Face-to-face: Families celebrate the newest Cornell grads
By Blaine Friedlander
When Denise Knox got an email on April 30 notifying her that she and her husband, Robert, would get two tickets to Commencement to see their son Morrison Knox ’21 graduate, she recalled, “I was ecstatic.”
The family – including their other son Ryan Knox – arrived from Bowie, Maryland on May 28. Straightaway, and despite the unseasonably cold weather, they celebrated in a tried-and-true spot: the Cornell Dairy Bar.
With tickets for two in hand, families of undergraduate seniors and graduate school candidates poured into Ithaca for the first in-person graduation since December 2019.
Four Commencement ceremonies were held May 29-30, spaced out to de-densify Commencement weekend to meet COVID-19 safety guidelines. Though the sidewalks, streets – and the Dairy Bar – were less crowded than during pre-pandemic Commencement weekends, the mood was warm and celebratory. Students lined up on Hoy Field, instead of the Arts Quad, making for a fast trip into the stadium.
The first two ceremonies marked the first time Cornell’s May Commencement was held on a Saturday since 1968, said Corey Ryan Earle, instructor of The First American University, a history course about Cornell.
Like many graduates and their families after the ceremony, new alumni Alexia Kim ’21, from San Jose, California, and Seldoen Oshoe ’21, from Ithaca, both graduates of the College of Human Ecology, said their goodbyes and took lots of pictures outside the stadium.
Just outside of Schoellkopf Field, several newly minted veterinary doctors from the College of Veterinary Medicine greeted a beagle named Poppy – adorned with a canine cap and gown – who gladly wagged his tail. Poppy’s human, Zoe Daniels, D.V.M. ’21, was quite proud of the rescue dog. Daniels, from Long Island, will soon be on rotating veterinary internships in New York City.
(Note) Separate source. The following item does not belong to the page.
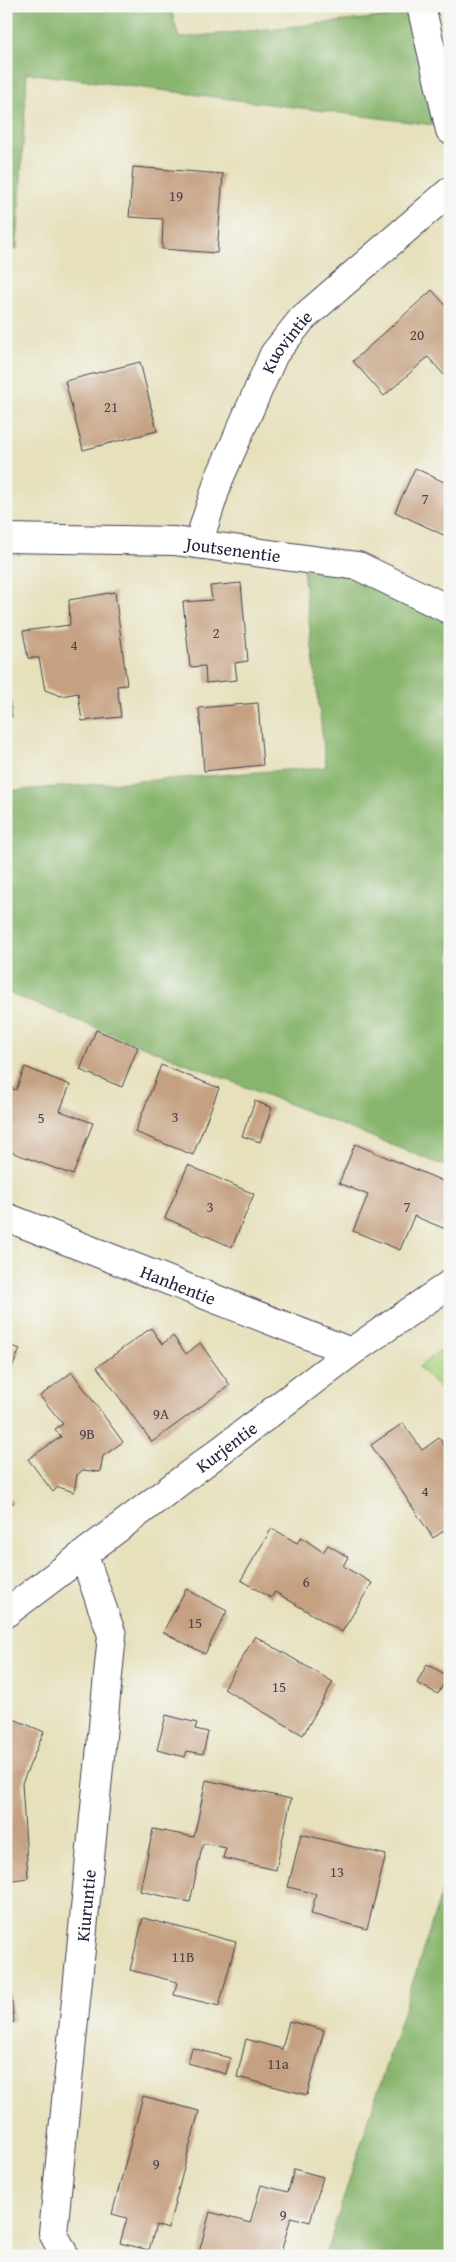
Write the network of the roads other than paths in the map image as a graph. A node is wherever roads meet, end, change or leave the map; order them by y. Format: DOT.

For special occasions, Hawaiians wear a kīhei, which is a body cloth hung over the shoulder. Calista-Rae Campbell ’21, a psychology major in the College of Arts and Sciences, wore a kīhei made by her mother Keala Campbell and her father Terry Campbell – a U.S. Marine Corps veteran who is now a master’s degree candidate in biological and environmental engineering.
Calista-Rae Campbell started at Cornell in 2017 and the rest of the family followed her to Ithaca in 2019.
Charles Recaido, of Kealakekua, Hawaii, Calista-Rae’s grandfather, tied the cloth before the Sunday morning ceremony.
“Mahalo Piha (thank you very much) for bringing much joy into my life and for the privilege of witnessing the amazing, ongoing journey of your life,” Charles Recaido wrote on Calista-Rae Campbell’s academic stole, placed over the kīhei cloth. “You are an example to us all. Love you always, Papa.”